──────── Data extracts ────────
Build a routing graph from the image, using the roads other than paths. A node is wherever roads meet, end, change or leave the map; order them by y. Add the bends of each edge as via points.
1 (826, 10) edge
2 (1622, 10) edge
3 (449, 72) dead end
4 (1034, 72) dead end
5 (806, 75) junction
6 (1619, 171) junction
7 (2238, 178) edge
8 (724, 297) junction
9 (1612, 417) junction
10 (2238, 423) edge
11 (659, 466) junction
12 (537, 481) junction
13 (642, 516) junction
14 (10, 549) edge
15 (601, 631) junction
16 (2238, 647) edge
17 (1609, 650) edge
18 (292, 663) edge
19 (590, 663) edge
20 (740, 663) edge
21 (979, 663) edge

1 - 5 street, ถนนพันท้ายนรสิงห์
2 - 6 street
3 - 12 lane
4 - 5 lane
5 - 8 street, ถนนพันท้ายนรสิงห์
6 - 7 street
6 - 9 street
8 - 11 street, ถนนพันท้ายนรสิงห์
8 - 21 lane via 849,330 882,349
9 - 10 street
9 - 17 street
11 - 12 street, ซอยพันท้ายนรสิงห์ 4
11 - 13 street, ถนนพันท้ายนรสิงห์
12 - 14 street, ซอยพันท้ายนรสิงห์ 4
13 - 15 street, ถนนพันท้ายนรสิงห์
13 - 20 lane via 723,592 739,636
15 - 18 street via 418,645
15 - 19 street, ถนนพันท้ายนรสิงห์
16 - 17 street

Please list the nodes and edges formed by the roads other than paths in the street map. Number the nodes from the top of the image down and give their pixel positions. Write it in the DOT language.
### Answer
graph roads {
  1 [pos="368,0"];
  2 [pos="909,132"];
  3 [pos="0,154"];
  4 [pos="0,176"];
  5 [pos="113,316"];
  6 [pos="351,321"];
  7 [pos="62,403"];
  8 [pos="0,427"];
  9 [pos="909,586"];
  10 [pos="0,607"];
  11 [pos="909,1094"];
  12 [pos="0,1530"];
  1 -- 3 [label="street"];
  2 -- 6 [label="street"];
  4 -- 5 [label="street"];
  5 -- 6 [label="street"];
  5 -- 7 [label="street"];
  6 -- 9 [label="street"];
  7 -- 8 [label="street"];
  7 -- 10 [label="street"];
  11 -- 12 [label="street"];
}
────────
__Your objective__: Each line between the start of the listing above and the line containing "Please list the", with both ends counted, is to be set down unchanged.

__Response box__:
Build a routing graph from the image, using the roads other than paths. A node is wherever roads meet, end, change or leave the map; order them by y. Add the bends of each edge as via points.
1 (826, 10) edge
2 (1622, 10) edge
3 (449, 72) dead end
4 (1034, 72) dead end
5 (806, 75) junction
6 (1619, 171) junction
7 (2238, 178) edge
8 (724, 297) junction
9 (1612, 417) junction
10 (2238, 423) edge
11 (659, 466) junction
12 (537, 481) junction
13 (642, 516) junction
14 (10, 549) edge
15 (601, 631) junction
16 (2238, 647) edge
17 (1609, 650) edge
18 (292, 663) edge
19 (590, 663) edge
20 (740, 663) edge
21 (979, 663) edge

1 - 5 street, ถนนพันท้ายนรสิงห์
2 - 6 street
3 - 12 lane
4 - 5 lane
5 - 8 street, ถนนพันท้ายนรสิงห์
6 - 7 street
6 - 9 street
8 - 11 street, ถนนพันท้ายนรสิงห์
8 - 21 lane via 849,330 882,349
9 - 10 street
9 - 17 street
11 - 12 street, ซอยพันท้ายนรสิงห์ 4
11 - 13 street, ถนนพันท้ายนรสิงห์
12 - 14 street, ซอยพันท้ายนรสิงห์ 4
13 - 15 street, ถนนพันท้ายนรสิงห์
13 - 20 lane via 723,592 739,636
15 - 18 street via 418,645
15 - 19 street, ถนนพันท้ายนรสิงห์
16 - 17 street

Please list the nodes and edges formed by the roads other than paths in the street map. Number the nodes from the top of the image down and give their pixel positions. Write it in the DOT language.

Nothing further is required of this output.